上場株式を相続で取得した場合には相続税が、贈与によって取得した場合には贈与税が課税されます。
相続税や贈与税を計算するためには、上場株式の相続税評価額を計算する必要があります。
上場株式の相続税評価額の基本的な考え方は非常にシンプルですが、複雑なルールも存在します。
特に亡くなった日が配当等の基準日に近い場合には、考慮しなくてはいけない細かなルールがいくつもあるのです。

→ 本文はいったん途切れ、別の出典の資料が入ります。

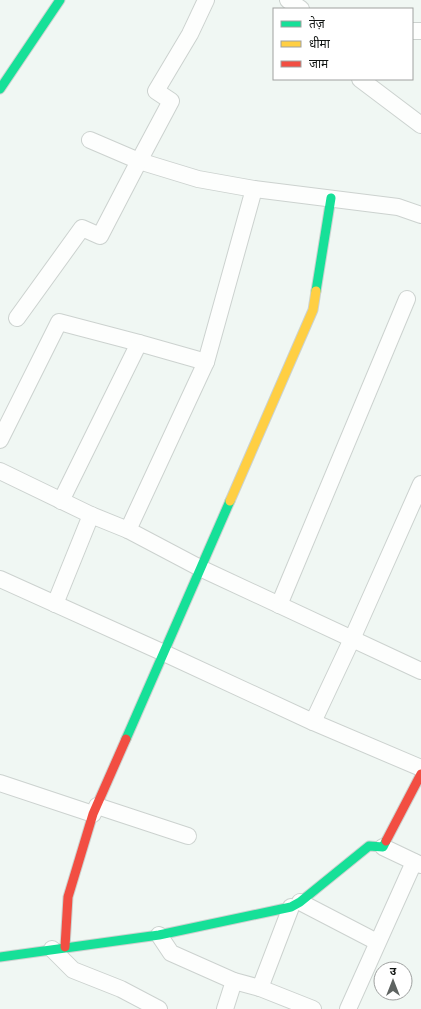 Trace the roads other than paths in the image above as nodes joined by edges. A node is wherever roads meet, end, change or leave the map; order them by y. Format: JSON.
{"nodes":[{"id":1,"x":60,"y":0,"type":"edge"},
{"id":2,"x":206,"y":0,"type":"edge"},
{"id":3,"x":288,"y":0,"type":"edge"},
{"id":4,"x":300,"y":8,"type":"edge"},
{"id":5,"x":361,"y":80,"type":"edge"},
{"id":6,"x":0,"y":89,"type":"edge"},
{"id":7,"x":421,"y":125,"type":"edge"},
{"id":8,"x":90,"y":140,"type":"dead end"},
{"id":9,"x":139,"y":161,"type":"junction"},
{"id":10,"x":254,"y":189,"type":"junction"},
{"id":11,"x":331,"y":198,"type":"junction"},
{"id":12,"x":421,"y":215,"type":"edge"},
{"id":13,"x":407,"y":299,"type":"dead end"},
{"id":14,"x":17,"y":318,"type":"dead end"},
{"id":15,"x":139,"y":343,"type":"junction"},
{"id":16,"x":206,"y":362,"type":"junction"},
{"id":17,"x":0,"y":440,"type":"edge"},
{"id":18,"x":0,"y":471,"type":"edge"},
{"id":19,"x":421,"y":484,"type":"edge"},
{"id":20,"x":61,"y":500,"type":"junction"},
{"id":21,"x":90,"y":515,"type":"junction"},
{"id":22,"x":128,"y":530,"type":"junction"},
{"id":23,"x":200,"y":568,"type":"junction"},
{"id":24,"x":0,"y":579,"type":"edge"},
{"id":25,"x":55,"y":604,"type":"junction"},
{"id":26,"x":279,"y":605,"type":"junction"},
{"id":27,"x":352,"y":639,"type":"junction"},
{"id":28,"x":164,"y":653,"type":"junction"},
{"id":29,"x":421,"y":671,"type":"edge"},
{"id":30,"x":313,"y":722,"type":"junction"},
{"id":31,"x":421,"y":768,"type":"edge"},
{"id":32,"x":421,"y":774,"type":"edge"},
{"id":33,"x":0,"y":783,"type":"edge"},
{"id":34,"x":95,"y":810,"type":"junction"},
{"id":35,"x":188,"y":836,"type":"dead end"},
{"id":36,"x":382,"y":847,"type":"junction"},
{"id":37,"x":417,"y":863,"type":"edge"},
{"id":38,"x":296,"y":904,"type":"junction"},
{"id":39,"x":160,"y":935,"type":"junction"},
{"id":40,"x":377,"y":942,"type":"junction"},
{"id":41,"x":58,"y":948,"type":"junction"},
{"id":42,"x":0,"y":957,"type":"edge"},
{"id":43,"x":234,"y":980,"type":"junction"},
{"id":44,"x":260,"y":988,"type":"junction"},
{"id":45,"x":159,"y":1009,"type":"edge"},
{"id":46,"x":225,"y":1009,"type":"edge"},
{"id":47,"x":313,"y":1009,"type":"edge"},
{"id":48,"x":348,"y":1009,"type":"edge"}],
"edges":[{"from":1,"to":6,"type":"street"},
{"from":2,"to":9,"type":"street"},
{"from":3,"to":4,"type":"street"},
{"from":5,"to":7,"type":"street"},
{"from":8,"to":9,"type":"street"},
{"from":9,"to":10,"type":"street"},
{"from":9,"to":14,"type":"street"},
{"from":10,"to":11,"type":"street"},
{"from":10,"to":16,"type":"street"},
{"from":11,"to":12,"type":"street"},
{"from":11,"to":23,"type":"street"},
{"from":13,"to":26,"type":"street"},
{"from":15,"to":16,"type":"street"},
{"from":15,"to":17,"type":"street"},
{"from":15,"to":20,"type":"street"},
{"from":16,"to":22,"type":"street"},
{"from":18,"to":20,"type":"street"},
{"from":19,"to":27,"type":"street"},
{"from":20,"to":21,"type":"street"},
{"from":21,"to":22,"type":"street"},
{"from":21,"to":25,"type":"street"},
{"from":22,"to":23,"type":"street"},
{"from":23,"to":26,"type":"street"},
{"from":23,"to":28,"type":"street"},
{"from":24,"to":25,"type":"street"},
{"from":25,"to":28,"type":"street"},
{"from":26,"to":27,"type":"street"},
{"from":27,"to":29,"type":"street"},
{"from":27,"to":30,"type":"street"},
{"from":28,"to":30,"type":"street"},
{"from":28,"to":34,"type":"street"},
{"from":30,"to":31,"type":"street"},
{"from":32,"to":36,"type":"street"},
{"from":33,"to":34,"type":"street"},
{"from":34,"to":35,"type":"street"},
{"from":34,"to":41,"type":"street"},
{"from":36,"to":37,"type":"street"},
{"from":36,"to":38,"type":"street"},
{"from":37,"to":40,"type":"street"},
{"from":38,"to":39,"type":"street"},
{"from":38,"to":40,"type":"street"},
{"from":38,"to":44,"type":"street"},
{"from":39,"to":41,"type":"street"},
{"from":39,"to":43,"type":"street"},
{"from":40,"to":48,"type":"street"},
{"from":41,"to":42,"type":"street"},
{"from":41,"to":45,"type":"street"},
{"from":43,"to":44,"type":"street"},
{"from":43,"to":46,"type":"street"},
{"from":44,"to":47,"type":"street"}]}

評価方法の細かなルールも確認しておかないと正しい評価をすることができません。
そこで今回は、上場株式の相続税評価額について図解で分かりやすくご説明いたします。
評価の方法、具体的な4つの終値の調べ方、上場株式の評価明細書の書き方も具体的に丁寧に解説いたしますので、評価方法の算定や相続税申告の参考としてください。
目次
1.上場株式の評価方法は4つの終値の最安値!
1-1.相続発生日、当月、前月、前々月の最安値
1-1-1.上場株式の評価の原則
上場株式の相続税評価額は、以下の4つの終値のうち最も低い金額となります。
- 亡くなった日の終値
- 亡くなった月の終値平均
- 亡くなった前月の終値平均
- 亡くなった前々月の終値平均
*この記事では相続で上場株式を取得した場合を前提にご説明します。贈与によって株式を取得した場合には、『亡くなった』を『贈与契約の』と読み替えてください。
終値とは、その日の一番最後についた取引金額のことをいいます。
一般的に預金等と比べると上場株式の評価額は納税者の方に有利となっています。4つの終値から最も安い金額を評価方法とすることができるからです。

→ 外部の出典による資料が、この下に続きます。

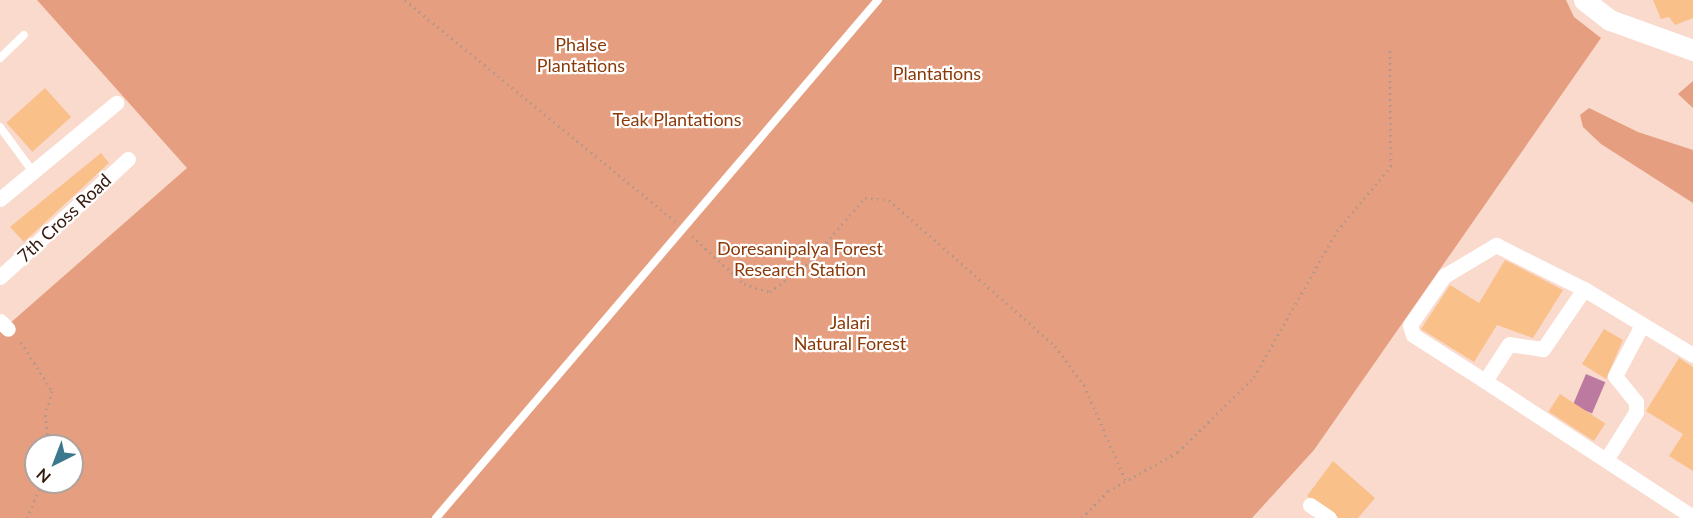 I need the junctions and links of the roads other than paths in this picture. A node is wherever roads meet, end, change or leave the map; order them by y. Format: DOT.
graph roads {
  1 [pos="878,0"];
  2 [pos="1584,0"];
  3 [pos="24,35"];
  4 [pos="1693,50"];
  5 [pos="0,58"];
  6 [pos="116,103"];
  7 [pos="0,127"];
  8 [pos="128,159"];
  9 [pos="33,172"];
  10 [pos="0,199"];
  11 [pos="0,277"];
  12 [pos="1584,289"];
  13 [pos="1642,325"];
  14 [pos="1693,355"];
  15 [pos="1485,381"];
  16 [pos="1606,460"];
  17 [pos="1310,504"];
  18 [pos="436,518"];
  19 [pos="1329,518"];
  20 [pos="1693,518"];
  1 -- 18 [label="lane"];
  2 -- 4 [label="street"];
  3 -- 5 [label="lane"];
  6 -- 9 [label="street"];
  7 -- 9 [label="lane"];
  8 -- 11 [label="street, 7th Cross Road"];
  9 -- 10 [label="street"];
  12 -- 13 [label="street"];
  12 -- 15 [label="street"];
  12 -- 15 [label="street"];
  13 -- 14 [label="street"];
  13 -- 16 [label="street"];
  15 -- 16 [label="street"];
  16 -- 20 [label="street"];
  17 -- 19 [label="street"];
}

複数の上場株式を評価する場合、銘柄ごとに最も低い金額で評価をします。A株式は亡くなった日の終値、B株式は前々月の終値平均というような終値の使い分けが可能ですので勘違いしないようにしてください。
銘柄によっては終値に円未満の端数がある場合もありますが、相続税の財産評価では円未満の端数は切り捨てをします。(参照:評価明細書)
相続税の対象となる財産の評価は原則として『相続開始時の時価』とされているのですが、証券取引所の取引時間中に株式の時価は常に変動しています。

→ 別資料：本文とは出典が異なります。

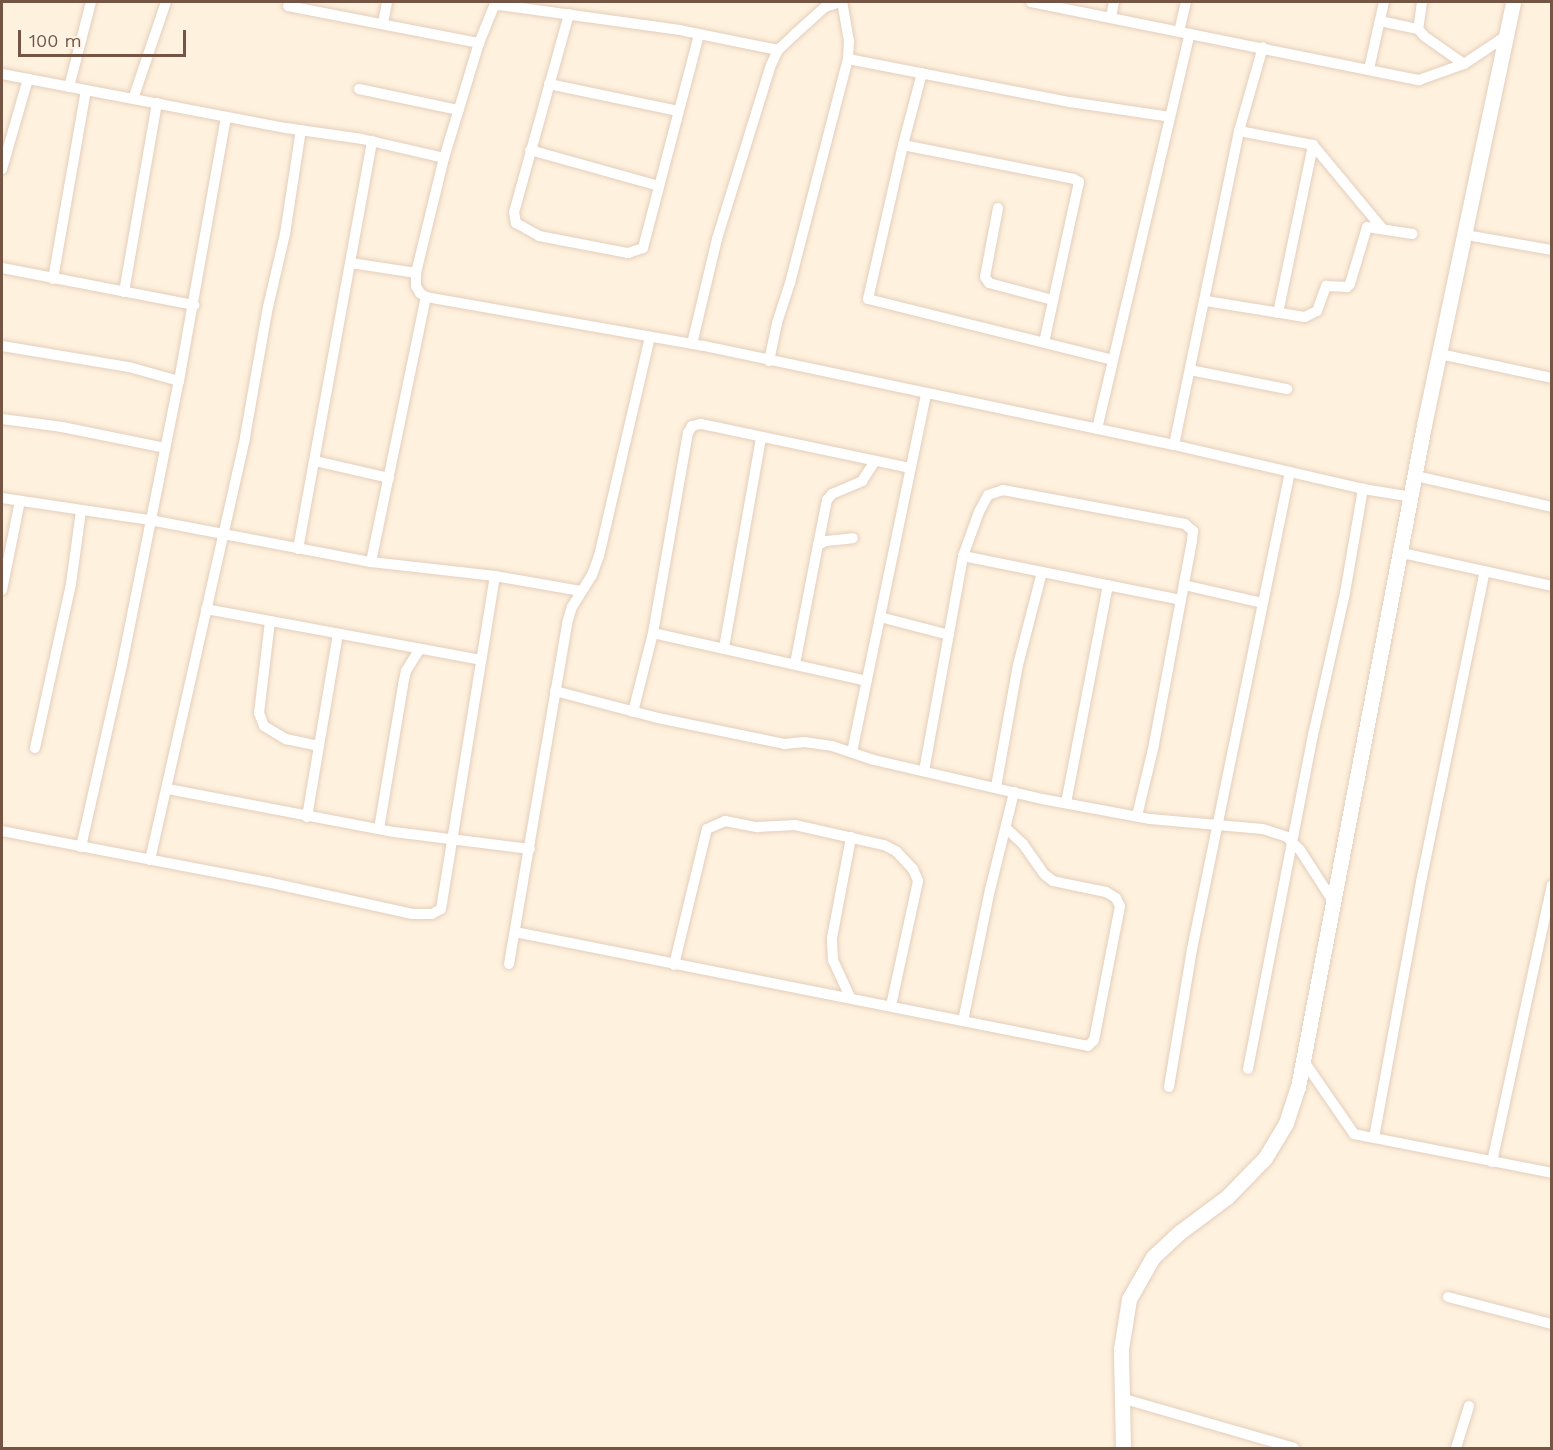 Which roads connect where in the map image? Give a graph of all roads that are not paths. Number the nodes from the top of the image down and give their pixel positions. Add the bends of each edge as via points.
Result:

亡くなった時間の時価を調べるのは現実的ではありませんので、一律で『終値』というわかりやすい基準を評価額に用いることとしているのです。
大まかに上場株式の相続税評価額を知りたい場合には、この評価の原則だけわかっていれば十分です。
原則があれば例外もあります。相続税申告の際には他にも細かなルールを確認する必要がありますので、申告書作成の参考にしようとお考えの方は一つずつ確認を進めてください。
1-1-2.亡くなった日が権利落ち日から基準日までの間にある場合
亡くなった日が配当金の基準日(3月決算の会社でしたら3月31日や6月30日が多いです)の直前の場合には注意が必要です。
亡くなった日が3月29日や30日、6月28日や29日の場合は必ずチェックしてください。
配当等の権利落ち日から基準日までの間に亡くなった場合、権利落等の日の前日以前の最も近い日の終値によって『亡くなった日の終値』とすることになります。
どんな場合でも単純に『亡くなった日の終値』を使うということではないわけです。
配当の基準日以後に亡くなった場合、『配当期待権』という財産が相続税の対象となります。簡単にいうと未収の配当金ですね。
ところが、配当等の権利落ち日から基準日までの間に亡くなった場合には、権利落ちによって亡くなった日の終値が下がっているにも関わらず『配当期待権』が課税されないことになります。
配当金相当の財産が相続税の対象から外れないようなルールとされているのだとご理解ください。
<終値の月平均額の特例>
配当等の権利落ち日から基準日までの間に亡くなった場合には、亡くなった月の終値平均にも一定の調整が入ります。
単純にその月の初めから終わりまでの終値平均ではなく、その月の初日から権利落ち等の日の前日までの終値平均を利用することになりますのでご注意ください。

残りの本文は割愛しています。